I’m dating a man who is racist against salad and most fruit. His deep and abiding hatred is incomprehensible to me because I happily eat both every day.
“It’s the texture and feel of them,” he says when I press him for reasons.
He likes cooked vegetables, especially sautéed spinach accompanied by a huge steak, but he sees salad as little more than an instrument of torture.
As a committed salad lover, his salad bigotry makes me sad. Plus, it means meals we eat together can get a little boring so I was determined to change his mind.

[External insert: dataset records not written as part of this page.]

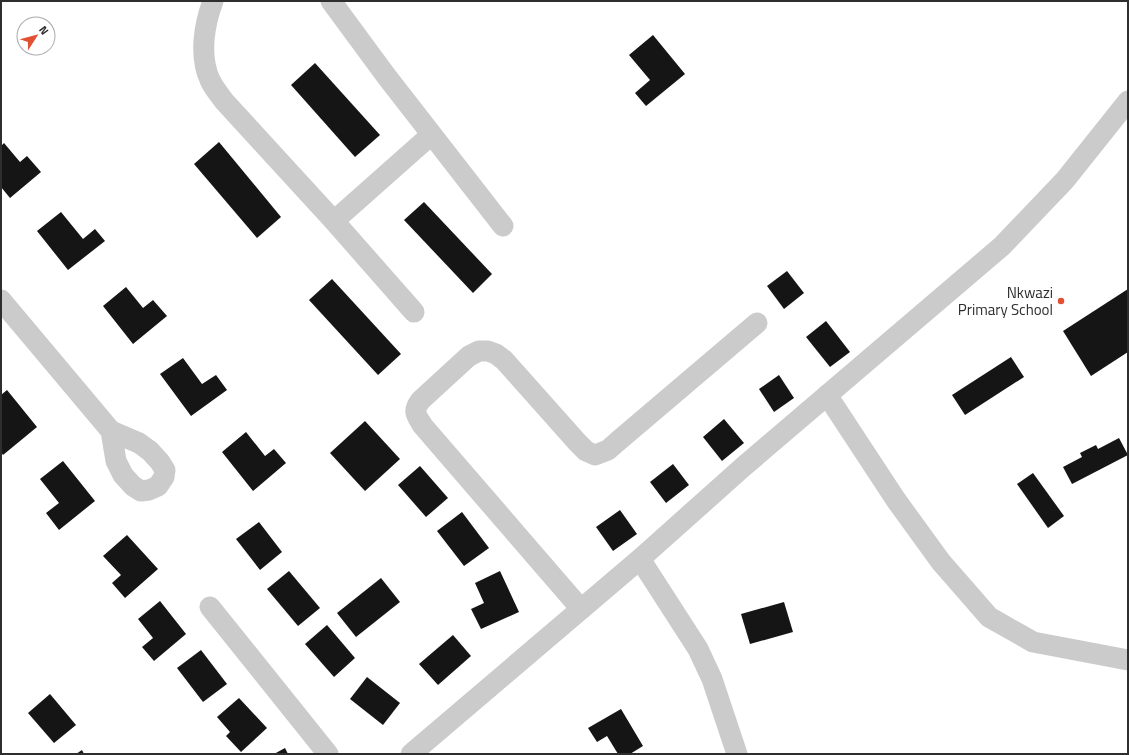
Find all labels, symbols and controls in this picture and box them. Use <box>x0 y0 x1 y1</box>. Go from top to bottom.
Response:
north arrow <box>16 16 56 56</box>
text: N <box>35 22 53 38</box>
place label: Nkwazi Primary School <box>958 281 1053 321</box>
marker: Nkwazi Primary School <box>1056 296 1066 306</box>

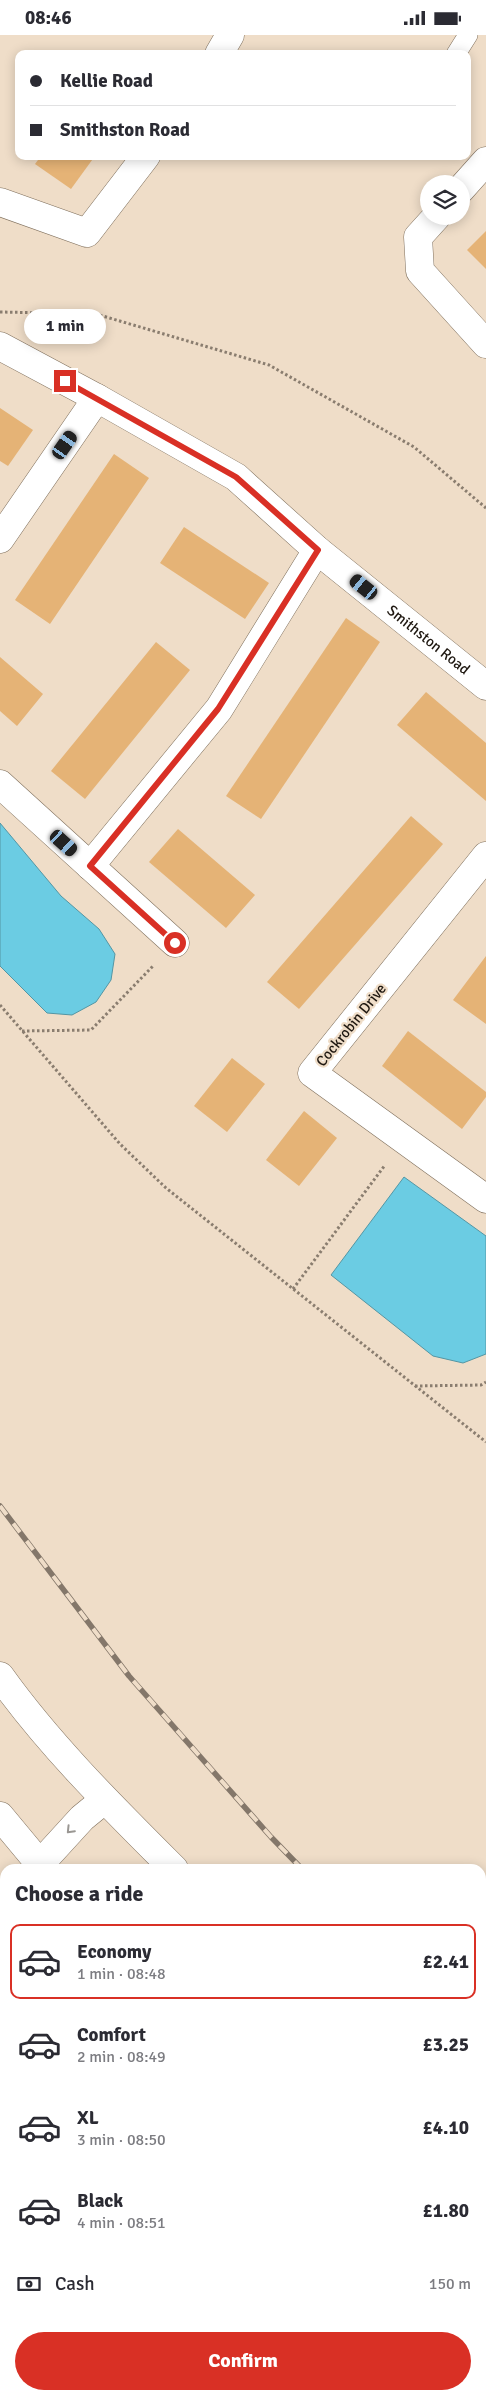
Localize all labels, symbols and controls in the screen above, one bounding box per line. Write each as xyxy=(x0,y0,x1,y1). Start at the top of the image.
text: 08:46 xyxy=(25,6,72,30)
text: Kellie Road xyxy=(60,69,153,93)
text: Smithston Road xyxy=(60,118,190,142)
map controls xyxy=(420,175,470,225)
button: layers xyxy=(420,175,470,225)
callout: 1 min xyxy=(24,309,106,343)
text: 1 min xyxy=(46,316,84,336)
route end xyxy=(54,370,76,392)
car xyxy=(50,428,79,462)
car xyxy=(347,572,380,602)
street label: Smithston Road xyxy=(383,601,473,678)
car xyxy=(47,827,80,859)
route start xyxy=(164,932,186,954)
street label: Cockrobin Drive xyxy=(312,980,390,1070)
one-way arrow xyxy=(67,1824,76,1833)
text: Choose a ride xyxy=(15,1880,143,1907)
icon: car xyxy=(17,1939,62,1984)
text: Economy xyxy=(77,1940,151,1964)
text: £2.41 xyxy=(423,1950,469,1974)
text: 1 min · 08:48 xyxy=(77,1964,166,1984)
icon: car xyxy=(17,2022,62,2067)
text: Comfort xyxy=(77,2023,146,2047)
text: £3.25 xyxy=(423,2033,469,2057)
text: 2 min · 08:49 xyxy=(77,2047,166,2067)
icon: car xyxy=(17,2105,62,2150)
text: XL xyxy=(77,2106,99,2130)
text: £4.10 xyxy=(423,2116,469,2140)
text: 3 min · 08:50 xyxy=(77,2130,166,2150)
icon: car xyxy=(17,2188,62,2233)
text: Black xyxy=(77,2189,123,2213)
text: £1.80 xyxy=(423,2199,469,2223)
text: 4 min · 08:51 xyxy=(77,2213,166,2233)
icon: cash xyxy=(15,2270,43,2298)
text: Cash xyxy=(55,2272,95,2296)
text: 150 m xyxy=(429,2274,471,2294)
button: Confirm xyxy=(15,2332,471,2390)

Ladies: when you start dating a man you should always try to change his long-term habits to suit your lifestyle. He’ll thank you later.
I made four salads for my recent birthday party and a version of this grain salad was by far and away the most popular. People kept asking me for the recipe, which was loosely based on this Almond, Quinoa and Pomegranate salad. This was in turn inspired by a salad made by a friend who’d eaten something similar at Melbourne restaurant, The Hellenic Republic. So I decided to try a version of this to seduce him to the fresh side.
Like the original, this Irresistible Grain Salad is based on quinoa, which I find almost universally popular and allergy-friendly, and also uses a mixture of dried fruit, fresh fruit, nuts, seeds, fresh herbs and citrus.
The great thing about grain salads is that you can play with the flavours to suit your taste and to use up whatever you have lurking in your pantry, fridge or garden.
So in terms of possible substitutions, you could try:
- Dried fruit: sultanas, raisins, currants, cranberries, apricots (diced) or apple (diced)
- Nuts: almonds, hazelnuts, pecans, macadamias or pinenuts. I prefer roasted or lightly toasted nuts for this salad.
- Fresh herbs: flat or curly parsley, coriander or sweet basil.
- Seeds: pepitas (sunflower), flaxseed, chia, or pomegranate. I love using roasted sunflower seeds for this salad.
- Fresh fruit: pomegranate seeds, currants, cranberries, small grapes or blueberries
- Fresh citrus: lemon or lime
- Pulses: lentils, chickpeas or red kidney beans.
Just keep to the approximate quantities in terms of wet, dry and fresh ingredients and everything should work out fine.
Now once you’ve mixed your salad together, don’t forget to taste it. This will make all the difference.
Like a little more acidity? Add some more lemon juice. Want a touch more sourness? Add a few more capers. Maybe it could be a little sweeter? Try adding a tad more dried fruit or a dribble of honey.
So what did he think?
“It’s not bad,” he admitted. “I don’t mind it.”
He ate the salad on his dinner plate and then reached for the serving bowl.
“I’m going to have seconds,” he said, with a twinkle in his eye.
Win!
- 1 cup quinoa
- 2 cups water
- 1 small red onion, or two salad onions, finely chopped
- 1 can of lentils, drained
- ⅓ cup currants
- ⅓ cup dried cranberries
- ¾ cup mixed sunflower seeds, pumpkin seeds (pepitas) and pine nuts
- ¾ cup roughly chopped roasted macadamia nuts
- 3 tablespoons baby capers
- Seeds from 1 pomegranate
- ½ cup roughly chopped coriander leaves
- ½ cup parsley leaves
- 2 tablespoons best quality extra virgin olive oil
- Juice from 1 lemon (2-3 tablespoon juice)
- Salt and pepper to taste
- Rinse quinoa using a sieve under the tap.
- Bring 2 cups water and quinoa to the boil and then simmer for 10-15 minutes until water is fully absorbed. Turn off heat and leave to cool.
- Mix all other ingredients in a large bowl and then add salt and pepper to taste.
- You can serve this with some Greek yoghurt mixed with a little cumin and honey if you wish but it's great by itself, too.